Exercise details — For the entries below, state how many lines contain the word "Boulevard" and add nothing else.
── Records to process ──
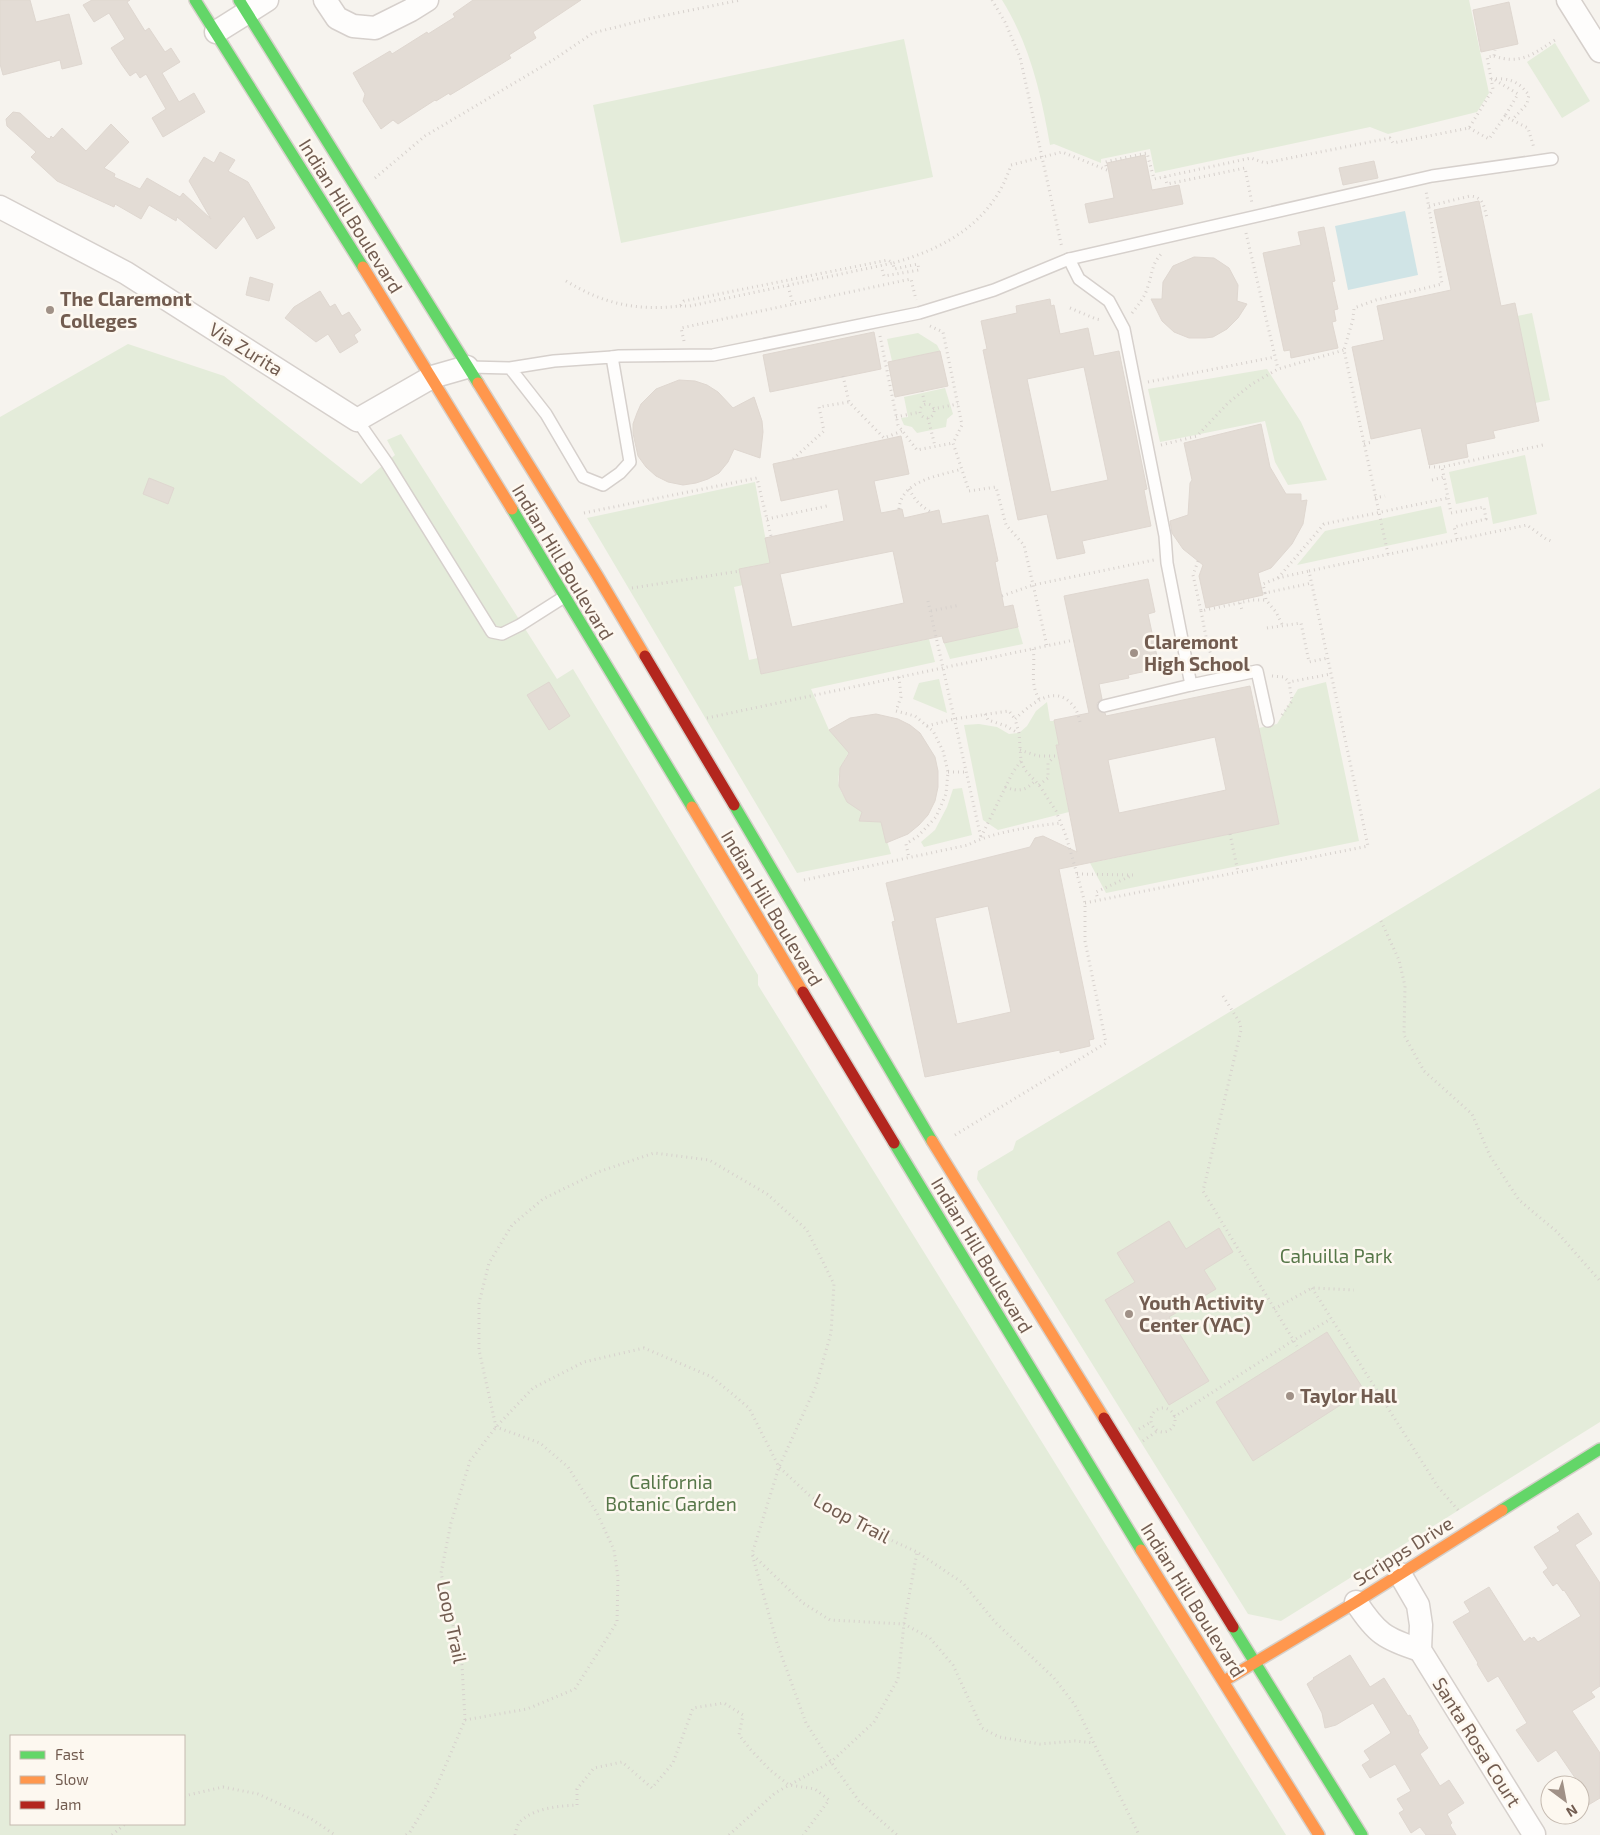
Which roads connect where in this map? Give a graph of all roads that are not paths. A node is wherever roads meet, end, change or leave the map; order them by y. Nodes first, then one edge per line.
1 (195, 0) edge
2 (267, 0) edge
3 (325, 0) edge
4 (426, 0) edge
5 (1568, 0) edge
6 (243, 6) edge
7 (216, 32) junction
8 (1600, 51) edge
9 (1552, 159) dead end
10 (0, 207) edge
11 (1069, 259) junction
12 (612, 357) junction
13 (467, 367) junction
14 (510, 368) junction
15 (432, 377) junction
16 (357, 420) junction
17 (564, 597) junction
18 (1191, 685) junction
19 (1104, 706) dead end
20 (1268, 721) road end
21 (1600, 1449) edge
22 (1400, 1574) junction
23 (1356, 1602) junction
24 (1420, 1650) junction
25 (1255, 1662) junction
26 (1224, 1681) junction
27 (1534, 1834) dead end
28 (1319, 1835) edge
29 (1362, 1835) edge

1 - 7 main road, Indian Hill Boulevard
2 - 6 street
3 - 4 street
5 - 8 street
6 - 7 street
6 - 13 main road, Indian Hill Boulevard
7 - 15 main road, Indian Hill Boulevard
9 - 11 lane
10 - 16 street, Via Zurita
11 - 12 lane
11 - 18 lane
12 - 14 lane
12 - 14 lane
13 - 14 lane
13 - 15 street
13 - 25 main road, Indian Hill Boulevard
15 - 16 street
15 - 17 main road, Indian Hill Boulevard
16 - 17 lane
17 - 26 main road, Indian Hill Boulevard
18 - 19 lane
18 - 20 lane
21 - 22 main road, Scripps Drive
22 - 23 main road, Scripps Drive
22 - 24 street
23 - 24 street
23 - 25 main road, Scripps Drive
24 - 27 street, Santa Rosa Court
25 - 26 main road, Scripps Drive
25 - 29 main road, Indian Hill Boulevard
26 - 28 main road, Indian Hill Boulevard

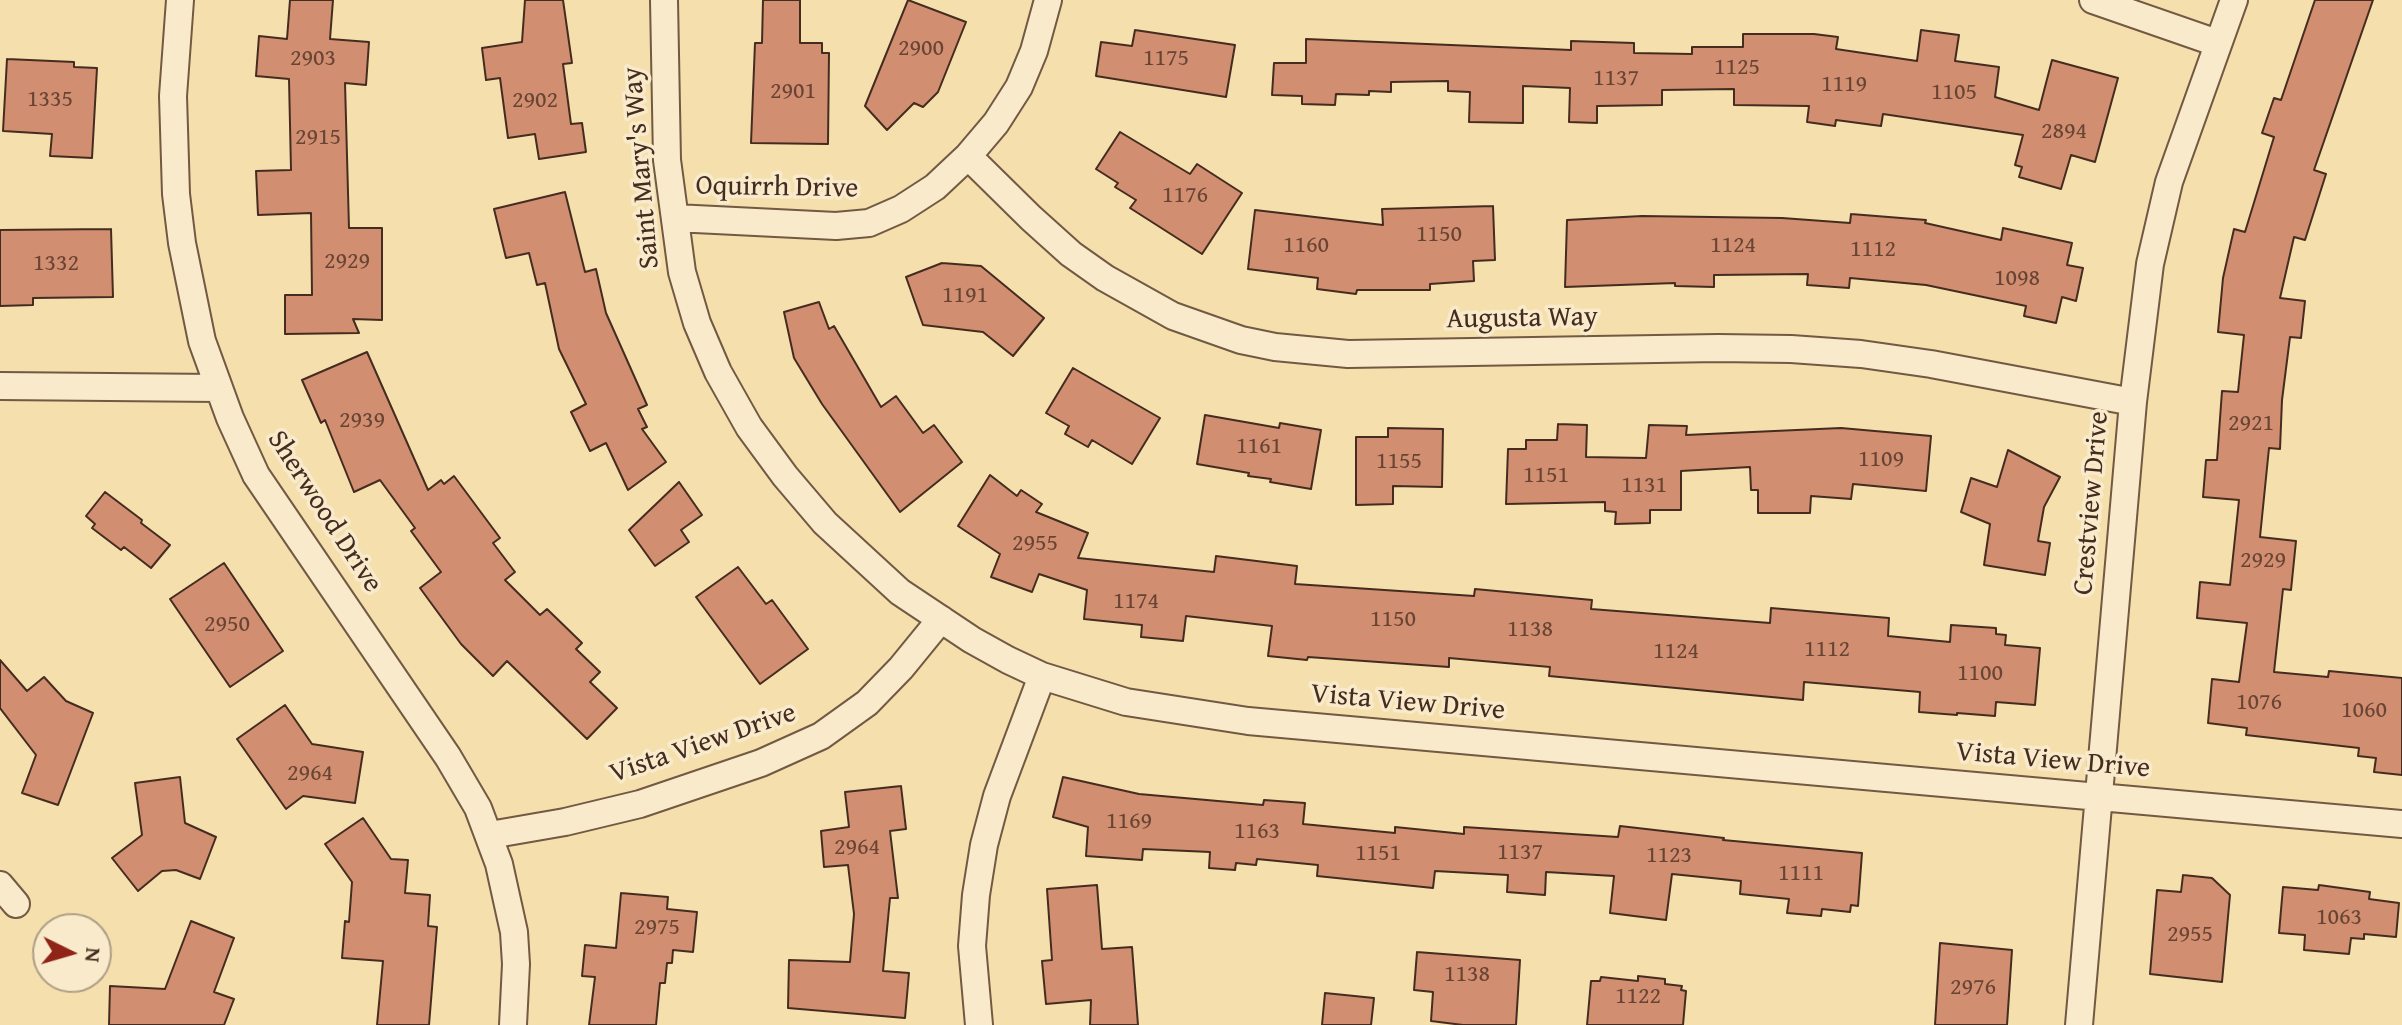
───
Reply — 8